Datar imahan yang harusnya menjadi tempat tinggal masyarakat umum, menjadi milik pemilik modal dan capital need. Pun demikian dengan Lebak Sawahan dan Legok Balongan, sudah berubah fungi dan peruntukannya. Konsep tata ruang yang disuarakan orang Sunda zaman dahulu, sudah diabaikan.
Apa yang dikatakan kembali oleh KH Atim Haetami di atas mengingatkan saya akan tata ruang, khususnya permukiman di Kota Bogor. Kontur tanah yang labil ditambah topografinya yang berbukit, menjadikan Kota Bogor masuk urutan 461 daerah rawan bencana tingkat nasional.
Banyaknya bangunan, baik tempat tinggal maupun usaha di sejumlah tebingan di Kota Bogor menjadi sebuah ancaman serius yang kudu mendapatkan perhatian Pemerintah Kota Bogor. Tak hanya sekali, duakali, tiga kali tanah longsor terjadi di sejumlah area tebingan. Korban jiwa dan kerugian harta benda sudah tidak bisa dihitung lagi.
Gunung kayuan dan lamping awian yang seharusnya ada berubah fungsi seiring pertumbuhan dan kemajuan Kota Bogor. Saya bukannya anti pembangunan. Bukan. Tapi, anju atau mitigasi bencana, khususnya tanah longsor di kawasan tebingan harus segera dilakukan. Selagi belum terlambat.
Seyogianya, Pemerintah Kota Bogor lewat Dinas Pengawasan Bangunan dan Permukiman lebih tegas lagi. Bappeda harusnya jeli lagi mengeluarkan cetak biru pembangunan kota. BPPT juga harus cermat mengeluarkan ijin mendirikan bangunan di wilayah tebingan.
Tak ada salahnya mengingat petuah bijak orang-orang tua dahulu: Gunung Kayuan, Lamping Awian, Datar Imahan. Alangkah bijaknya jika pembangunan sebuah kota bertolak kepada kearifan lokal yang dimiliki. Kota Bogor masuk kategori rawan bencana tanah longsor.
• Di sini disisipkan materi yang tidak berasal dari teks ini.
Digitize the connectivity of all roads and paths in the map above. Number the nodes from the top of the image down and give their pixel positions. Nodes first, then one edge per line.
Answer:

Jadi, tegaslah kepada pencari ijin mendirikan bangunan di tebingan yang jelas-jelas memiliki potensi longsor. Bukan malah sebaliknya. Memberikan ijin dengan mudah!
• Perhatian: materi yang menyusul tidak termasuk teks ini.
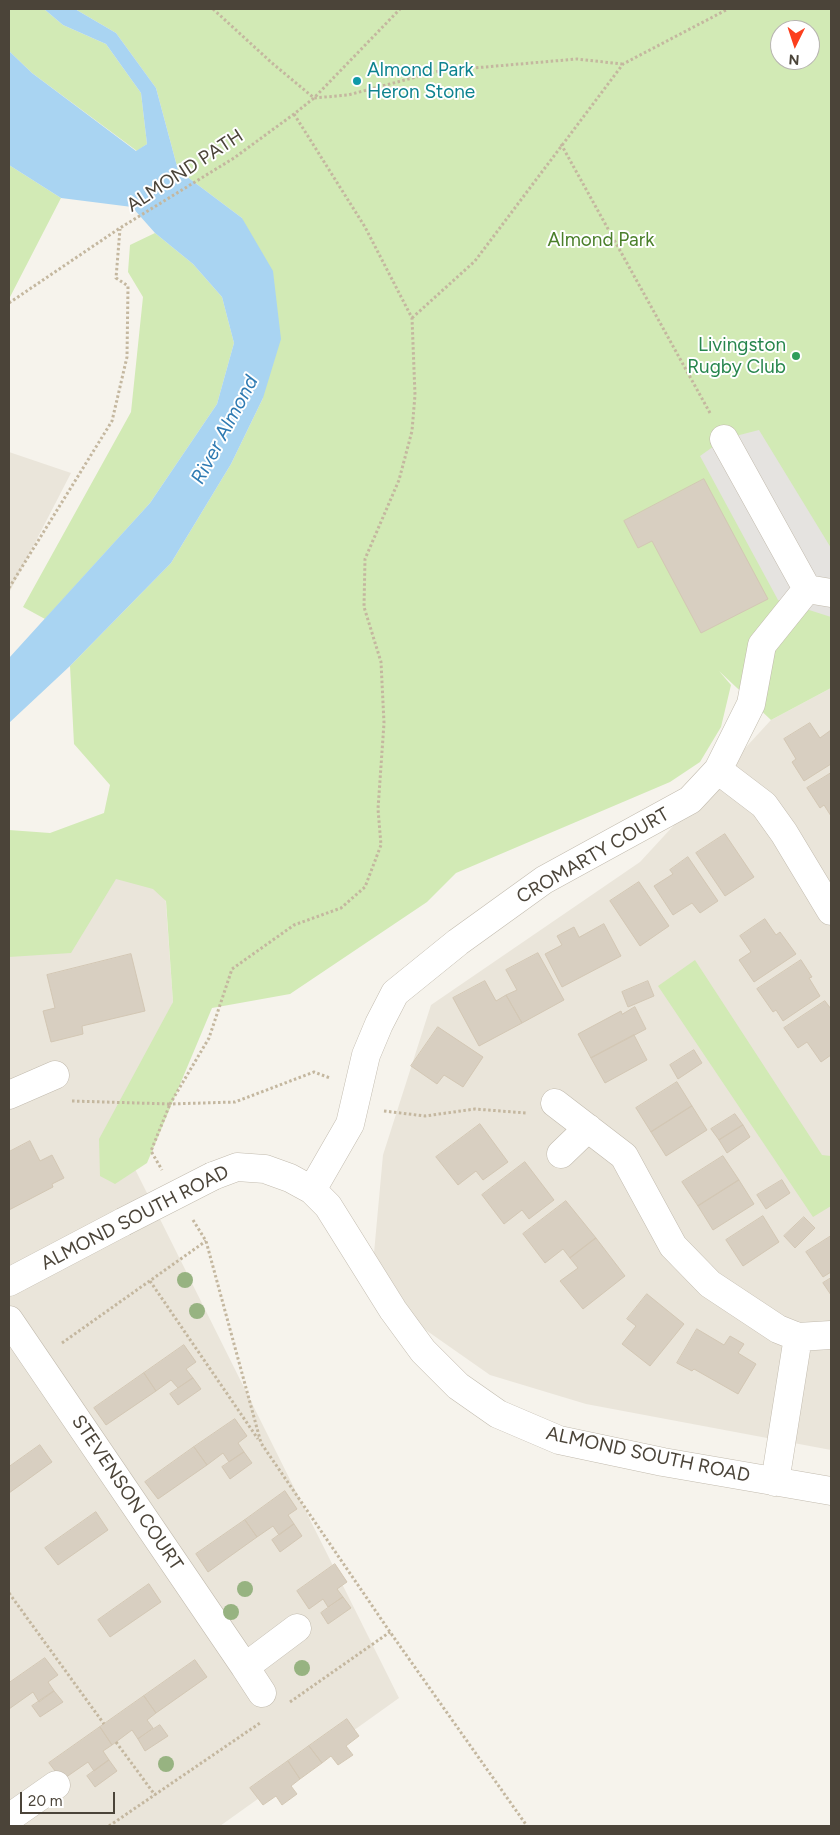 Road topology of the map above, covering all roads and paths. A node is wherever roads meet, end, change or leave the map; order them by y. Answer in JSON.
{"nodes":[{"id":1,"x":212,"y":9,"type":"edge"},
{"id":2,"x":400,"y":9,"type":"edge"},
{"id":3,"x":728,"y":9,"type":"edge"},
{"id":4,"x":623,"y":64,"type":"junction"},
{"id":5,"x":314,"y":98,"type":"junction"},
{"id":6,"x":294,"y":114,"type":"junction"},
{"id":7,"x":561,"y":144,"type":"junction"},
{"id":8,"x":120,"y":228,"type":"junction"},
{"id":9,"x":9,"y":303,"type":"edge"},
{"id":10,"x":412,"y":318,"type":"junction"},
{"id":11,"x":724,"y":439,"type":"joint"},
{"id":12,"x":9,"y":588,"type":"edge"},
{"id":13,"x":819,"y":591,"type":"edge"},
{"id":14,"x":718,"y":770,"type":"junction"},
{"id":15,"x":831,"y":911,"type":"edge"},
{"id":16,"x":55,"y":1075,"type":"dead end"},
{"id":17,"x":9,"y":1096,"type":"edge"},
{"id":18,"x":357,"y":1097,"type":"junction"},
{"id":19,"x":66,"y":1101,"type":"dead end"},
{"id":20,"x":555,"y":1103,"type":"joint"},
{"id":21,"x":170,"y":1104,"type":"junction"},
{"id":22,"x":588,"y":1128,"type":"junction"},
{"id":23,"x":561,"y":1154,"type":"dead end"},
{"id":24,"x":166,"y":1176,"type":"dead end"},
{"id":25,"x":312,"y":1190,"type":"junction"},
{"id":26,"x":191,"y":1217,"type":"dead end"},
{"id":27,"x":206,"y":1241,"type":"junction"},
{"id":28,"x":150,"y":1280,"type":"junction"},
{"id":29,"x":9,"y":1282,"type":"edge"},
{"id":30,"x":9,"y":1320,"type":"edge"},
{"id":31,"x":831,"y":1335,"type":"edge"},
{"id":32,"x":798,"y":1337,"type":"junction"},
{"id":33,"x":37,"y":1361,"type":"junction"},
{"id":34,"x":261,"y":1443,"type":"junction"},
{"id":35,"x":775,"y":1482,"type":"junction"},
{"id":36,"x":831,"y":1492,"type":"edge"},
{"id":37,"x":9,"y":1593,"type":"edge"},
{"id":38,"x":297,"y":1628,"type":"dead end"},
{"id":39,"x":390,"y":1632,"type":"junction"},
{"id":40,"x":244,"y":1667,"type":"junction"},
{"id":41,"x":271,"y":1706,"type":"junction"},
{"id":42,"x":104,"y":1724,"type":"dead end"},
{"id":43,"x":116,"y":1742,"type":"dead end"},
{"id":44,"x":56,"y":1786,"type":"dead end"},
{"id":45,"x":155,"y":1795,"type":"junction"},
{"id":46,"x":9,"y":1818,"type":"edge"},
{"id":47,"x":109,"y":1826,"type":"edge"},
{"id":48,"x":528,"y":1826,"type":"edge"}],
"edges":[{"from":1,"to":5,"type":"path"},
{"from":2,"to":5,"type":"path","name":"ALMOND PATH"},
{"from":3,"to":4,"type":"path"},
{"from":4,"to":5,"type":"path"},
{"from":4,"to":7,"type":"path"},
{"from":5,"to":6,"type":"path","name":"ALMOND PATH"},
{"from":6,"to":8,"type":"path","name":"ALMOND PATH"},
{"from":6,"to":10,"type":"path"},
{"from":7,"to":10,"type":"path"},
{"from":7,"to":11,"type":"path"},
{"from":8,"to":9,"type":"path"},
{"from":8,"to":12,"type":"path","name":"ALMOND PATH"},
{"from":10,"to":21,"type":"path"},
{"from":11,"to":13,"type":"street"},
{"from":13,"to":14,"type":"street","name":"CROMARTY COURT"},
{"from":14,"to":15,"type":"street"},
{"from":14,"to":18,"type":"street","name":"CROMARTY COURT"},
{"from":16,"to":17,"type":"street"},
{"from":18,"to":20,"type":"path"},
{"from":18,"to":21,"type":"path"},
{"from":18,"to":25,"type":"street","name":"CROMARTY COURT"},
{"from":19,"to":21,"type":"path"},
{"from":20,"to":22,"type":"street"},
{"from":21,"to":24,"type":"path"},
{"from":22,"to":23,"type":"street"},
{"from":22,"to":32,"type":"street"},
{"from":25,"to":29,"type":"street","name":"ALMOND SOUTH ROAD","bridge":true},
{"from":25,"to":35,"type":"street","name":"ALMOND SOUTH ROAD"},
{"from":26,"to":27,"type":"path"},
{"from":27,"to":28,"type":"path"},
{"from":27,"to":34,"type":"path"},
{"from":28,"to":33,"type":"path"},
{"from":28,"to":34,"type":"path"},
{"from":30,"to":33,"type":"street","name":"STEVENSON COURT"},
{"from":31,"to":32,"type":"street"},
{"from":32,"to":35,"type":"street"},
{"from":33,"to":40,"type":"street","name":"STEVENSON COURT"},
{"from":34,"to":39,"type":"path"},
{"from":35,"to":36,"type":"street","name":"ALMOND SOUTH ROAD"},
{"from":37,"to":42,"type":"path"},
{"from":38,"to":40,"type":"street"},
{"from":39,"to":41,"type":"path"},
{"from":39,"to":48,"type":"path"},
{"from":40,"to":41,"type":"street","name":"STEVENSON COURT"},
{"from":41,"to":45,"type":"path"},
{"from":43,"to":45,"type":"path"},
{"from":44,"to":46,"type":"street"},
{"from":45,"to":47,"type":"path"}]}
Saya benar-benar marah kali ini!
Tengoklah Perda Kota Bogor nomor 8 tahun 2011 tentang RTRW Kota Bogor 2011-2031 Bab VII rencana pola ruang wilayah Bagian Kedua tentang Rencana Kawasan Lindung Pasal 43 point 2.
Begini bunyinya: Rencana kawasan perlindungan setempat meliputi: a) perlindungan dan penguatan dinding pembatas sungai dan situ. b) penghijauan sempadan sungai dan situ. c) Mempertahankan kawasan resapan air untuk menjamin ketersediaan sumberdaya air dengan membatasi pengembangan kegiatan pada kawasan resapan air.
Wahai SKPD terkait, mengapa anda masih bebal dengan memberikan ijin pengembangan kegiatan di kawasan resapan air yang justru mengancam warga anda sendiri? Anda mengabaikan mitigasi yang anda ciptakan sendiri melalui Perda itu. Sadarkah anda?
Huft. Baiklah, untuk mengingatkan kita semua, pada rentang Juli – September 2016, terdapat 274 kabupaten atau kota yang terancam bahaya longsor di Indonesia. Kota dan Kabupaten Bogor, masuk di antaranya. Jadi, waspadalah sejak dini. Namaste.
Dony P. Herwanto, documentary maker, peminum kopi setia dan pembaca buku. Menulis untuk menjaga kewarasan dan ingatan.